Ao longo de décadas, programas de proteção e empoderamento feminino foram aprimorados, e ainda precisam ser. Mas há um ponto incontornável: a violência, em grande parte, é praticada por homens. Portanto, não haverá solução duradoura se eles permanecerem ausentes do debate, dos programas de prevenção e de processos educativos amplos e permanentes.
Quando o tema é violência de gênero, costuma-se olhar para o homem sob a ótica da punição, o que é, evidentemente, necessário diante de crimes cometidos. Contudo, limitar a abordagem ao aspecto repressivo impede mudanças culturais profundas.
Integrar o homem à pauta da mulher significa: promover educação emocional desde a infância, rompendo com estereótipos de masculinidade violenta; estimular que homens reconheçam comportamentos abusivos e busquem ajuda; incluir homens em campanhas públicas de prevenção e responsabilização; apoiar grupos reflexivos para autores de violência, previstos na Lei Maria da Penha, como forma de interromper ciclos agressivos e reduzir reincidência e incentivar que homens sejam aliados, atentos a situações de risco e defensores de relações igualitárias. Trata-se, portanto, de um movimento educativo e civilizatório.
É fundamental compreender que a política pública mais eficaz não é a que age após o crime, mas a que impede que ele aconteça. E para que haja prevenção real, é indispensável trabalhar com os agentes sociais que historicamente ocupam posições de poder e influência nas relações de gênero.
Ao incluir o homem no diálogo criam-se oportunidades de reflexão sobre papéis sociais e afetivos, amplia-se a consciência sobre limites, consentimento e respeito, além do fortalecimento de redes de apoio que escapam ao ambiente exclusivamente feminino e reforçar a ideia de que a violência de gênero é um problema da sociedade, não das mulheres.

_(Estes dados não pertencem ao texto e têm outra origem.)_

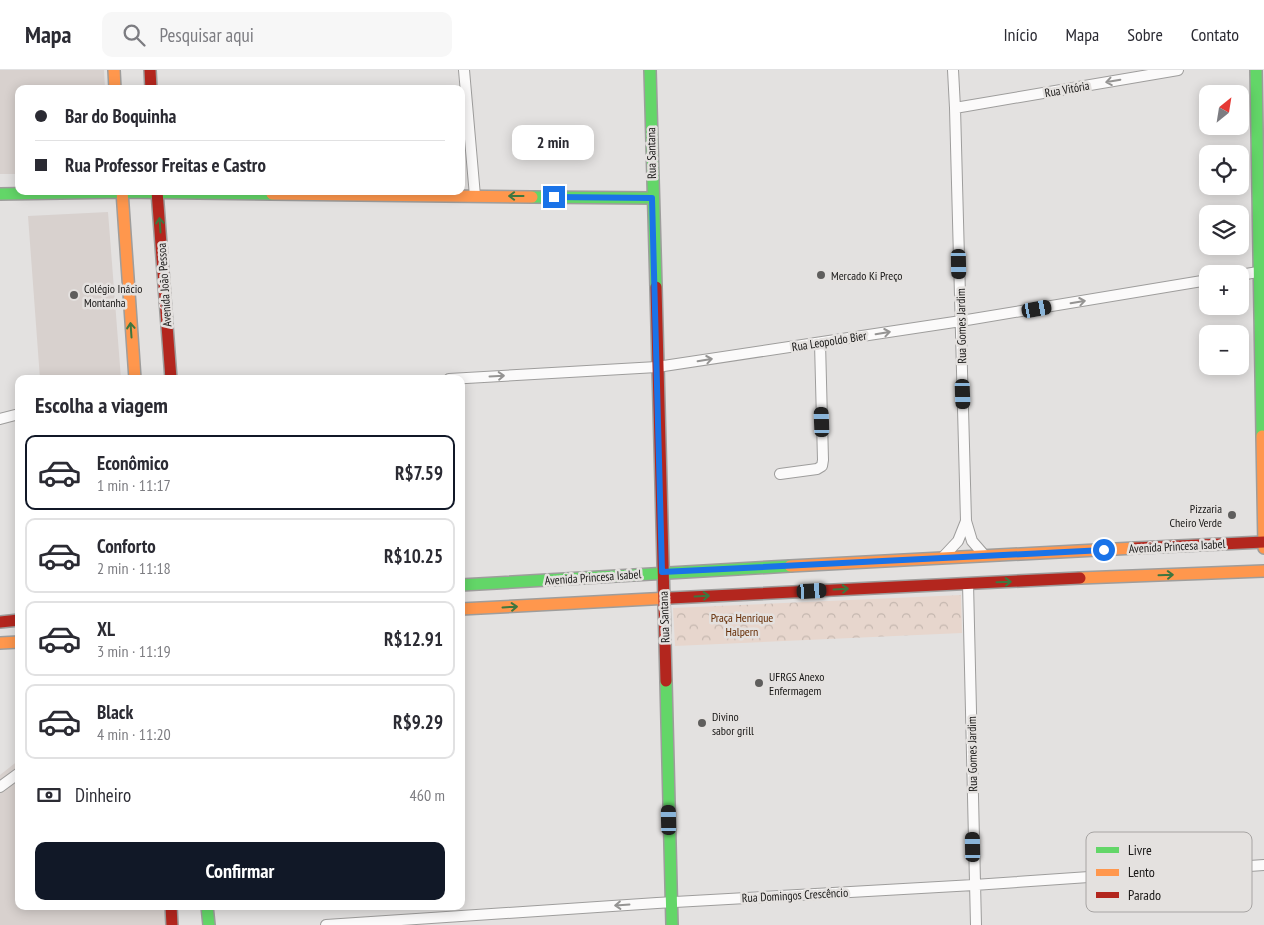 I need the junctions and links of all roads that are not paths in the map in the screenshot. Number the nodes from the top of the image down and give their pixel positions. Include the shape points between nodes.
1 (114, 70) edge
2 (150, 70) edge
3 (464, 70) edge
4 (650, 70) edge
5 (953, 70) edge
6 (1178, 70) edge
7 (1256, 70) edge
8 (115, 85) edge
9 (151, 85) edge
10 (956, 108) junction
11 (0, 194) edge
12 (15, 194) edge
13 (122, 195) edge
14 (157, 195) edge
15 (396, 195) edge
16 (475, 196) junction
17 (652, 198) junction
18 (1262, 271) edge
19 (1249, 273) edge
20 (1199, 281) edge
21 (961, 321) junction
22 (820, 342) junction
23 (657, 367) junction
24 (134, 375) edge
25 (171, 375) edge
26 (465, 378) edge
27 (15, 415) edge
28 (0, 419) edge
29 (780, 474) dead end
30 (966, 521) junction
31 (1264, 542) edge
32 (1264, 548) edge
33 (985, 556) junction
34 (943, 557) junction
35 (1264, 571) edge
36 (662, 572) junction
37 (968, 583) junction
38 (465, 585) edge
39 (663, 598) junction
40 (465, 609) edge
41 (15, 620) edge
42 (0, 622) edge
43 (15, 642) edge
44 (0, 643) edge
45 (15, 776) edge
46 (0, 787) edge
47 (1086, 877) edge
48 (974, 885) junction
49 (671, 902) junction
50 (171, 910) edge
51 (207, 910) edge
52 (420, 922) edge
53 (172, 925) edge
54 (209, 925) edge
55 (326, 925) edge
56 (672, 925) edge
57 (976, 925) edge

1 - 8 main road
2 - 9 main road
3 - 16 street
4 - 17 main road, Rua Santana
5 - 10 street, Rua Gomes Jardim
6 -> 10 street, Rua Vitória
7 - 18 main road
10 - 21 street, Rua Gomes Jardim
11 - 12 main road
24 -> 13 main road
25 -> 14 main road, Avenida João Pessoa
15 - 16 main road
17 -> 16 main road
17 - 23 main road, Rua Santana
18 - 19 street
18 - 31 main road
21 -> 20 street, Rua Leopoldo Bier
22 -> 21 street, Rua Leopoldo Bier
21 - 30 street, Rua Gomes Jardim
23 -> 22 street, Rua Leopoldo Bier
22 - 29 street via 824,460 817,469
26 -> 23 street, Rua Leopoldo Bier
23 - 36 main road, Rua Santana
27 - 28 street
30 - 33 street, Rua Gomes Jardim via 972,542
30 - 34 street, Rua Gomes Jardim via 958,541
31 - 32 main road
31 - 33 main road, Avenida Princesa Isabel
33 - 34 main road, Avenida Princesa Isabel
34 - 36 main road, Avenida Princesa Isabel
37 -> 35 main road, Avenida Princesa Isabel
36 - 38 main road, Avenida Princesa Isabel
36 - 39 main road, Rua Santana
39 -> 37 main road, Avenida Princesa Isabel
37 - 48 street, Rua Gomes Jardim
40 -> 39 main road, Avenida Princesa Isabel
39 - 49 main road, Rua Santana
41 - 42 main road
43 - 44 main road
45 - 46 street
47 - 48 street, Rua Domingos Crescêncio
48 - 49 street, Rua Domingos Crescêncio
48 - 57 street, Rua Gomes Jardim
49 -> 52 street, Rua Domingos Crescêncio
49 - 56 main road, Rua Santana
50 - 53 main road
51 - 54 main road
52 - 55 street, Rua Domingos Crescêncio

Integrar homens à pauta da mulher não diminui a luta feminina. Pelo contrário, fortalece-a. Ao assumir responsabilidade na desconstrução de padrões violentos, os homens contribuem para a construção de um ambiente mais seguro, saudável e igualitário para todos.
A violência de gênero é um fenômeno que se sustenta na cultura, e cultura só muda quando todos participam. Por isso, é urgente abandonar a visão de que esse é um problema “de mulheres” e assumir que ele envolve pais, filhos, amigos, colegas de trabalho, lideranças comunitárias e políticas.
É tempo de transformar solidariedade em compromisso, e compromisso em ação. Somente com a participação efetiva dos homens será possível, de fato, romper ciclos de agressão e avançar rumo a uma sociedade mais justa.
Nesse sentido, destaco importante ação desenvolvida em Ponte Nova, sob liderança da juíza, Dra. Dayse Mara Silveira Baltazar e coordenado por sua assessora Carolina R. Cruz. O Projeto Construindo Pontes, alicerçado em práticas de Círculos de Construção de Paz da Justiça Restaurativa acontece por meio de encontros estruturados e dialogados reunindo voluntariamente as pessoas envolvidas em um conflito para, em igualdade de voz, promover compreensão, corresponsabilidade e soluções restaurativas baseadas no respeito e na empatia. Me parece que esse é o caminho!